Figure 1 shows the result. The green swath gives the power at 900 nm due to the current flowing left to right between the electrodes. Although the direct current measured by Zhao and colleagues is accompanied by an Ohm’s-law electric field that itself generates frequency doubling, theoretical considerations show that the observed frequency doubling is indeed current induced, not field induced. Moreover, the researchers followed their DC experiment with one in which frequency-doubled radiation measured an oscillating current created via a procedure called coherent current injection. That technique exploits quantum interference to produce current without requiring any external electric field.

You can’t go Ohm again

In coherent current injection, two indistinguishable processes promote electrons from the valence to the conduction band; figure 2 sketches the idea. One process involves the absorption of a single laser photon at frequency 2ω; the second requires that two laser photons at frequency ω be absorbed. The quantum amplitude for the promotion is a sum of the amplitudes for the two individual processes. The probability, therefore, includes an interference term, which depends on the momentum of the electron being promoted and also on a phase parameter, the phase of the beam at 2ω minus twice the phase of the beam at ω.

When the phase parameter is zero, electrons with momentum ℏk and those with momentum −ℏk are promoted with equal likelihood; no current flows. But as Zhao and colleagues change the phase parameter by adjusting the relative path length of their two pumping laser beams, they alternate between preferentially promoting electrons with positive momentum (leaving holes with negative momentum) and promoting electrons with negative momentum.
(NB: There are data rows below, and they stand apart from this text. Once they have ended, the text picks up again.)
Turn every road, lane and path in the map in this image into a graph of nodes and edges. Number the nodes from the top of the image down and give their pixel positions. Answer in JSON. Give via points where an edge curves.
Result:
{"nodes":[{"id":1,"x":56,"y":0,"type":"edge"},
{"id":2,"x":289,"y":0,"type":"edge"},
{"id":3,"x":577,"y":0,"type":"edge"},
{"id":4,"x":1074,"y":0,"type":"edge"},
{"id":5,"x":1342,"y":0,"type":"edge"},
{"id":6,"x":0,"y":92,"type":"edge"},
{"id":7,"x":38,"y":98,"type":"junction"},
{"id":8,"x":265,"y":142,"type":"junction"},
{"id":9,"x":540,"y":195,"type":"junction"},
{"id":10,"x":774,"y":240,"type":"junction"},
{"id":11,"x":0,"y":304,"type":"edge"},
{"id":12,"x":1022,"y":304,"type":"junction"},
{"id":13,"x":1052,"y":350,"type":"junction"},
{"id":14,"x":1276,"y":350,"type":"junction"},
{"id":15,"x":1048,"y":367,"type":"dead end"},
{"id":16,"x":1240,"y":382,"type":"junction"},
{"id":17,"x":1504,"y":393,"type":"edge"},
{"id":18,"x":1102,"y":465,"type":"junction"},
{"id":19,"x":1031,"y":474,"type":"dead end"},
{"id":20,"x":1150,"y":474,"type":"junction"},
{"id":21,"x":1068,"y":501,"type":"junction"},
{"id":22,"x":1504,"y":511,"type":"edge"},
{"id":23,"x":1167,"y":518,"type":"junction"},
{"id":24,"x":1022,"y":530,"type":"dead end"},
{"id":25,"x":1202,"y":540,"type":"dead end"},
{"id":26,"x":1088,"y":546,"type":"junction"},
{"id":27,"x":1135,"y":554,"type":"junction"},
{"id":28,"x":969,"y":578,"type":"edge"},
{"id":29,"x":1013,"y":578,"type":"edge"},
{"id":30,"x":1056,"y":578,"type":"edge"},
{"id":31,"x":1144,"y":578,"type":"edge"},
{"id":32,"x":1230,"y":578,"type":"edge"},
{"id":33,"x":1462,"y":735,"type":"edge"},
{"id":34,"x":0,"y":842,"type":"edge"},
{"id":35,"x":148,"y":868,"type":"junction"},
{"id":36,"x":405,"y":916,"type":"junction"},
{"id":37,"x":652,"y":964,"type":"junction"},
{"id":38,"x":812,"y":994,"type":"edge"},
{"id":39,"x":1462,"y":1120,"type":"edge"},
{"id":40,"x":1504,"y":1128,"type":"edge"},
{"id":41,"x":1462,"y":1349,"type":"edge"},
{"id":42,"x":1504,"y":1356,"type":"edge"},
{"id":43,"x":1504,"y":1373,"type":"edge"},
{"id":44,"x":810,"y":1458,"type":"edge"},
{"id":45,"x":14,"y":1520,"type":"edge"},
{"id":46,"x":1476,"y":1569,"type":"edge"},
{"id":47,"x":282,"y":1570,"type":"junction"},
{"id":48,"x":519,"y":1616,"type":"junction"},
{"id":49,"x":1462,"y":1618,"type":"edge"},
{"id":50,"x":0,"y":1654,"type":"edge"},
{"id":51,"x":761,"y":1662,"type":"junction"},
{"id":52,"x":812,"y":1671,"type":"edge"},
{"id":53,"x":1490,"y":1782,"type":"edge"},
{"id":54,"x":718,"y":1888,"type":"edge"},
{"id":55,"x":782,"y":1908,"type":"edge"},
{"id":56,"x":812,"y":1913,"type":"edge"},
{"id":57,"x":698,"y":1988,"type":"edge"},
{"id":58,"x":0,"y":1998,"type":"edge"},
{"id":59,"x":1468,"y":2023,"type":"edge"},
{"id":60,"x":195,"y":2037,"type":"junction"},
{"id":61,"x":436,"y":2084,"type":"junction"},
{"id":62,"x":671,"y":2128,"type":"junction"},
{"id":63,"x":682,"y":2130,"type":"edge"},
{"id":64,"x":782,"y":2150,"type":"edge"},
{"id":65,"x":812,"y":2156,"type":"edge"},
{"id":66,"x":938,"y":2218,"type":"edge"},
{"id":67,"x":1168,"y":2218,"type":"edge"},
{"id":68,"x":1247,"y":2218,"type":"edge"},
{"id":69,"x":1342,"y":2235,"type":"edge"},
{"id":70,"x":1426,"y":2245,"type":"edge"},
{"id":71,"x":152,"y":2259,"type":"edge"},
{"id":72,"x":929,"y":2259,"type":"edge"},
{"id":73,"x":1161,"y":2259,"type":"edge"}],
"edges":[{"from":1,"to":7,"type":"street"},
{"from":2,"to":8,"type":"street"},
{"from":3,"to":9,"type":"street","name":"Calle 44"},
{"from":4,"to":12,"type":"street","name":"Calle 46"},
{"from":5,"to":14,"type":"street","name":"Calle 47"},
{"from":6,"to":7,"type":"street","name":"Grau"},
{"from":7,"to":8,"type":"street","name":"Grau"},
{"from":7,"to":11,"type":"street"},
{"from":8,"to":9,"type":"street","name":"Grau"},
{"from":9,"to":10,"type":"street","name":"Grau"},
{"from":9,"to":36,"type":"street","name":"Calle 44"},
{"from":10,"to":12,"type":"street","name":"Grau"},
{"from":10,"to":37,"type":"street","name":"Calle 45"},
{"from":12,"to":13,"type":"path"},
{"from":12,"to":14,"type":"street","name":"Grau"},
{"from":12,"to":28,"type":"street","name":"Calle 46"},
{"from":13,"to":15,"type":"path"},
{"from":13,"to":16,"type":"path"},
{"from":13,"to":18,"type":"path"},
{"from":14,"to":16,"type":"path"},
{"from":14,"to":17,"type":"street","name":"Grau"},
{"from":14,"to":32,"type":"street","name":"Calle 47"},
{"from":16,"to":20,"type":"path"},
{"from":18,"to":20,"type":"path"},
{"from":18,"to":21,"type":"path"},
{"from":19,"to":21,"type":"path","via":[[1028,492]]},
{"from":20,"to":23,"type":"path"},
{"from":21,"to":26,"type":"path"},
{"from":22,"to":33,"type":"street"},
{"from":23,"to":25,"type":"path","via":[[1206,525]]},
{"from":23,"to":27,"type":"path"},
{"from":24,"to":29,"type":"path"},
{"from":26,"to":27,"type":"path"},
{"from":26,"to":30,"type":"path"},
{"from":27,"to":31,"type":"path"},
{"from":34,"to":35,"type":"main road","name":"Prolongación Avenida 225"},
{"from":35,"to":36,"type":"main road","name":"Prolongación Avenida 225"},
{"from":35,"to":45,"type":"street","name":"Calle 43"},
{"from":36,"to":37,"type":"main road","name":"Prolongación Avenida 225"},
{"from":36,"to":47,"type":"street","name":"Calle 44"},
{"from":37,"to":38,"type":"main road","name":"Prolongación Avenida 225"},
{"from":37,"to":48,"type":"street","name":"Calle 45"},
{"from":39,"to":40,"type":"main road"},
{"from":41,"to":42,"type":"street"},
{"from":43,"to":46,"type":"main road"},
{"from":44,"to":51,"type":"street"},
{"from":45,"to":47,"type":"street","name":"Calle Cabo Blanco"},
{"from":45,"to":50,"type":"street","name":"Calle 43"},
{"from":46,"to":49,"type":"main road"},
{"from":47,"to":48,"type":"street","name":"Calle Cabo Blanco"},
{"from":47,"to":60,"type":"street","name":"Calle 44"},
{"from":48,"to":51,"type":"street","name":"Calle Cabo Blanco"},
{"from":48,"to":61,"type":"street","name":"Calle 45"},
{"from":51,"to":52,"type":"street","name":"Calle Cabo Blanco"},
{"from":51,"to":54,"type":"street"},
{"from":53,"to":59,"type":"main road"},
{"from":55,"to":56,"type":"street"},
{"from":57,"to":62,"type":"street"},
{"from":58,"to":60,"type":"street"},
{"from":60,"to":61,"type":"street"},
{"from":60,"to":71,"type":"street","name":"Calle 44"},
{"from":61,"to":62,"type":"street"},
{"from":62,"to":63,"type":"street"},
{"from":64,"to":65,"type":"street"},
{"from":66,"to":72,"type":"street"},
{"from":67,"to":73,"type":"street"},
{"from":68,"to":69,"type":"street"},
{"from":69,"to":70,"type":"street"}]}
In either case, the nontrivial phase relations lead to the initiation of a net current parallel to the polarization of the pumping lasers.

Once electrons and holes are injected with opposite momenta, they begin to separate. But Coulomb attraction decelerates them, stops them, and draws them together. The result is a rapidly oscillating plasma current, strongly damped because the charge flow occurs in a material medium. To measure it, Zhao and company observed the enhanced power in the frequency-doubled light, essentially just as they did in the DC case. In this more dynamic context, however, they did not map out current density as a function of position. Rather, they focused the interrogating laser beam on a fixed, 2.1-µm-diameter spot on the GaAs sample, but varied the time interval separating the injection of current by the pump lasers and the observation of SHG triggered by the interrogating laser. As figure 3 shows, the researchers observed a plasma oscillation period of about 0.4 ps (a half-cycle is readily apparent). Follow-up trials established that the oscillation amplitude depends on the angle between the current and the interrogating beam’s polarization; it’s greatest when the two are parallel. If the direction of current flow is unknown, one can determine it by finding the polarization that gives the maximum power in frequency-doubled light.

Admittedly, the separated electrons and holes affect the other charges in the GaAs, and so the sample is permeated with an electric field capable of inducing SHG. Intuitively, though, one might expect that the internal electric field would lag behind the inducing current. And indeed, experiments show the lag to be about a quarter period. The observed coincidence of current injection and maximum power in frequency-doubled light demonstrates that the SHG is induced by the current rather than by the field.

The 50-fs time resolution already achieved by his group, says Zhao, is superior to that of other current-measuring techniques and should enable studies of transient electron transport in graphene, carbon nanotubes, and other nanomaterials too small to support steady currents. Moreover, it can easily be improved with the help of shorter-pulsed lasers. Near-field optics may enable the team to improve its spatial resolution from 2 µm to about 100 nm. Even that superior resolution is not as good as could be obtained with, for example, electron microscopy. But current measurements via SHG and coherent current injection allow for the study of samples in situ. There’s no need to alter them by attaching electrodes or to destroy them with high-energy electrons.